-- TASK OBJECTIVE --
Nothing in the records should change; write them all out again.

-- STUDY MATERIAL --
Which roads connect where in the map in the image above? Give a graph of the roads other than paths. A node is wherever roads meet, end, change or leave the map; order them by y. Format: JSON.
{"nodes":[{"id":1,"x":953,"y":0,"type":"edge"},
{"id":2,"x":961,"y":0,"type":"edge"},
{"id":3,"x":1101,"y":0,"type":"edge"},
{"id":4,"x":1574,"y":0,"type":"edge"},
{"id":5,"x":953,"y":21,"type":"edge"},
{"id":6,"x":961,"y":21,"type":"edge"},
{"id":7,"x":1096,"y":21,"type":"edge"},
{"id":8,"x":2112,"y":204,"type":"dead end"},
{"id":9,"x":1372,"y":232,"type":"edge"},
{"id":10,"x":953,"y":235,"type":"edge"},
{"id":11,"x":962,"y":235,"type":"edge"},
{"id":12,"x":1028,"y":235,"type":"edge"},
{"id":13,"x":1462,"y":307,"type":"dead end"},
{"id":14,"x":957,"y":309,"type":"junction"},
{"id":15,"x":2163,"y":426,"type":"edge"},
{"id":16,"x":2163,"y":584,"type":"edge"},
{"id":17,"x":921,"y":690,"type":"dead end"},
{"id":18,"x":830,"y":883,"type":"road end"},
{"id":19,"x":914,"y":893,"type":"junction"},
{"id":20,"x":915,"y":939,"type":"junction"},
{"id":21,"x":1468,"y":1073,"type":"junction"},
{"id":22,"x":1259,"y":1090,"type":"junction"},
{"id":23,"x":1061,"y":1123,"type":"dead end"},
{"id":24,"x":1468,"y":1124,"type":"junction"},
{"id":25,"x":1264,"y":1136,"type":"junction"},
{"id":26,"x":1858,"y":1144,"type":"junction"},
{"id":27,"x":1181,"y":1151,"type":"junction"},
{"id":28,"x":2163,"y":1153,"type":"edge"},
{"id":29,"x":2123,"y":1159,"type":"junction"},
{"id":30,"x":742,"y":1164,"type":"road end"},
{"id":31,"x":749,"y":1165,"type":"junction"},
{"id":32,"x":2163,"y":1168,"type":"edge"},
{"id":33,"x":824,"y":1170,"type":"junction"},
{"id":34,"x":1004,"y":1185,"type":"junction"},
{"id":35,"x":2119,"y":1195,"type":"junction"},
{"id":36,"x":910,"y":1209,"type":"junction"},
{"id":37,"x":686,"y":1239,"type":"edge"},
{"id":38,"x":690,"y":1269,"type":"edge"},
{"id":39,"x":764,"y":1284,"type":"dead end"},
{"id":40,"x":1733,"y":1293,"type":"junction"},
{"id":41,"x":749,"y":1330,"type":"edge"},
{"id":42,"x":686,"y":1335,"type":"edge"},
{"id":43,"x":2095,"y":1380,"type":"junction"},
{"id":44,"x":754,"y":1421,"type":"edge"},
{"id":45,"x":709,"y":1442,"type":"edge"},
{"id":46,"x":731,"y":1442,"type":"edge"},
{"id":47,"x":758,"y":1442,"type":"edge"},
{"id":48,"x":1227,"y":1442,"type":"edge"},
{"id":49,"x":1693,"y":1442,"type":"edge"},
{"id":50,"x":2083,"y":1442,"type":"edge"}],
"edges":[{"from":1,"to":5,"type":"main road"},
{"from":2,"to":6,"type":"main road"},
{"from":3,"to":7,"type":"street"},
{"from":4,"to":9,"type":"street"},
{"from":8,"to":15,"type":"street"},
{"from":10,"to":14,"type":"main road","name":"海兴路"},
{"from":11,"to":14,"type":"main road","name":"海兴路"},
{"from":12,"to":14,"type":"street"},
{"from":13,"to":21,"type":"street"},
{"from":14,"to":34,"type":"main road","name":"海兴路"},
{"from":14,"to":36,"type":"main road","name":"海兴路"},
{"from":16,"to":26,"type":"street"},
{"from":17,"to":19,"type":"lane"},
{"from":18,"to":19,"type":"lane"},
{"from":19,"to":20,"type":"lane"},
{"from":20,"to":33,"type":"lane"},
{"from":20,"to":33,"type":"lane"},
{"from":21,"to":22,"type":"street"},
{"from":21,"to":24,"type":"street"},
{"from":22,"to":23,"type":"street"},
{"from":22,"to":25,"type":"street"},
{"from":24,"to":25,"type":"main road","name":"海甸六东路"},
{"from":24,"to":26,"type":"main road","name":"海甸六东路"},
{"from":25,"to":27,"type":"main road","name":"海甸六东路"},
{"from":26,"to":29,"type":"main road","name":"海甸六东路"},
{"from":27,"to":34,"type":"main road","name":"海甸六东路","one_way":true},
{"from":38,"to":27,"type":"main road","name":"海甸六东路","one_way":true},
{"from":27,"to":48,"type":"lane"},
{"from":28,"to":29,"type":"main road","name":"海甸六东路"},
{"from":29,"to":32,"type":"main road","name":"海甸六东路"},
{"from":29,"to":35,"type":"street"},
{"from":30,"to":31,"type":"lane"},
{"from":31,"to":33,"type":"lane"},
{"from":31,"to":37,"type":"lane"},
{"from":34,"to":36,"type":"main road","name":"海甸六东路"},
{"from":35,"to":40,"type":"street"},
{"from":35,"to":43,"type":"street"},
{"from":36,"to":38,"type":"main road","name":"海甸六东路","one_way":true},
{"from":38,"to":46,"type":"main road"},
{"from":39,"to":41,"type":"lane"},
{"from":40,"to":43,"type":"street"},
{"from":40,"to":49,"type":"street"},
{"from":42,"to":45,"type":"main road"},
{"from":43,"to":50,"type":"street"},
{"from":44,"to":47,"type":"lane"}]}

-- ANSWER TO THIS EXERCISE --
Which roads connect where in the map in the image above? Give a graph of the roads other than paths. A node is wherever roads meet, end, change or leave the map; order them by y. Format: JSON.
{"nodes":[{"id":1,"x":953,"y":0,"type":"edge"},
{"id":2,"x":961,"y":0,"type":"edge"},
{"id":3,"x":1101,"y":0,"type":"edge"},
{"id":4,"x":1574,"y":0,"type":"edge"},
{"id":5,"x":953,"y":21,"type":"edge"},
{"id":6,"x":961,"y":21,"type":"edge"},
{"id":7,"x":1096,"y":21,"type":"edge"},
{"id":8,"x":2112,"y":204,"type":"dead end"},
{"id":9,"x":1372,"y":232,"type":"edge"},
{"id":10,"x":953,"y":235,"type":"edge"},
{"id":11,"x":962,"y":235,"type":"edge"},
{"id":12,"x":1028,"y":235,"type":"edge"},
{"id":13,"x":1462,"y":307,"type":"dead end"},
{"id":14,"x":957,"y":309,"type":"junction"},
{"id":15,"x":2163,"y":426,"type":"edge"},
{"id":16,"x":2163,"y":584,"type":"edge"},
{"id":17,"x":921,"y":690,"type":"dead end"},
{"id":18,"x":830,"y":883,"type":"road end"},
{"id":19,"x":914,"y":893,"type":"junction"},
{"id":20,"x":915,"y":939,"type":"junction"},
{"id":21,"x":1468,"y":1073,"type":"junction"},
{"id":22,"x":1259,"y":1090,"type":"junction"},
{"id":23,"x":1061,"y":1123,"type":"dead end"},
{"id":24,"x":1468,"y":1124,"type":"junction"},
{"id":25,"x":1264,"y":1136,"type":"junction"},
{"id":26,"x":1858,"y":1144,"type":"junction"},
{"id":27,"x":1181,"y":1151,"type":"junction"},
{"id":28,"x":2163,"y":1153,"type":"edge"},
{"id":29,"x":2123,"y":1159,"type":"junction"},
{"id":30,"x":742,"y":1164,"type":"road end"},
{"id":31,"x":749,"y":1165,"type":"junction"},
{"id":32,"x":2163,"y":1168,"type":"edge"},
{"id":33,"x":824,"y":1170,"type":"junction"},
{"id":34,"x":1004,"y":1185,"type":"junction"},
{"id":35,"x":2119,"y":1195,"type":"junction"},
{"id":36,"x":910,"y":1209,"type":"junction"},
{"id":37,"x":686,"y":1239,"type":"edge"},
{"id":38,"x":690,"y":1269,"type":"edge"},
{"id":39,"x":764,"y":1284,"type":"dead end"},
{"id":40,"x":1733,"y":1293,"type":"junction"},
{"id":41,"x":749,"y":1330,"type":"edge"},
{"id":42,"x":686,"y":1335,"type":"edge"},
{"id":43,"x":2095,"y":1380,"type":"junction"},
{"id":44,"x":754,"y":1421,"type":"edge"},
{"id":45,"x":709,"y":1442,"type":"edge"},
{"id":46,"x":731,"y":1442,"type":"edge"},
{"id":47,"x":758,"y":1442,"type":"edge"},
{"id":48,"x":1227,"y":1442,"type":"edge"},
{"id":49,"x":1693,"y":1442,"type":"edge"},
{"id":50,"x":2083,"y":1442,"type":"edge"}],
"edges":[{"from":1,"to":5,"type":"main road"},
{"from":2,"to":6,"type":"main road"},
{"from":3,"to":7,"type":"street"},
{"from":4,"to":9,"type":"street"},
{"from":8,"to":15,"type":"street"},
{"from":10,"to":14,"type":"main road","name":"海兴路"},
{"from":11,"to":14,"type":"main road","name":"海兴路"},
{"from":12,"to":14,"type":"street"},
{"from":13,"to":21,"type":"street"},
{"from":14,"to":34,"type":"main road","name":"海兴路"},
{"from":14,"to":36,"type":"main road","name":"海兴路"},
{"from":16,"to":26,"type":"street"},
{"from":17,"to":19,"type":"lane"},
{"from":18,"to":19,"type":"lane"},
{"from":19,"to":20,"type":"lane"},
{"from":20,"to":33,"type":"lane"},
{"from":20,"to":33,"type":"lane"},
{"from":21,"to":22,"type":"street"},
{"from":21,"to":24,"type":"street"},
{"from":22,"to":23,"type":"street"},
{"from":22,"to":25,"type":"street"},
{"from":24,"to":25,"type":"main road","name":"海甸六东路"},
{"from":24,"to":26,"type":"main road","name":"海甸六东路"},
{"from":25,"to":27,"type":"main road","name":"海甸六东路"},
{"from":26,"to":29,"type":"main road","name":"海甸六东路"},
{"from":27,"to":34,"type":"main road","name":"海甸六东路","one_way":true},
{"from":38,"to":27,"type":"main road","name":"海甸六东路","one_way":true},
{"from":27,"to":48,"type":"lane"},
{"from":28,"to":29,"type":"main road","name":"海甸六东路"},
{"from":29,"to":32,"type":"main road","name":"海甸六东路"},
{"from":29,"to":35,"type":"street"},
{"from":30,"to":31,"type":"lane"},
{"from":31,"to":33,"type":"lane"},
{"from":31,"to":37,"type":"lane"},
{"from":34,"to":36,"type":"main road","name":"海甸六东路"},
{"from":35,"to":40,"type":"street"},
{"from":35,"to":43,"type":"street"},
{"from":36,"to":38,"type":"main road","name":"海甸六东路","one_way":true},
{"from":38,"to":46,"type":"main road"},
{"from":39,"to":41,"type":"lane"},
{"from":40,"to":43,"type":"street"},
{"from":40,"to":49,"type":"street"},
{"from":42,"to":45,"type":"main road"},
{"from":43,"to":50,"type":"street"},
{"from":44,"to":47,"type":"lane"}]}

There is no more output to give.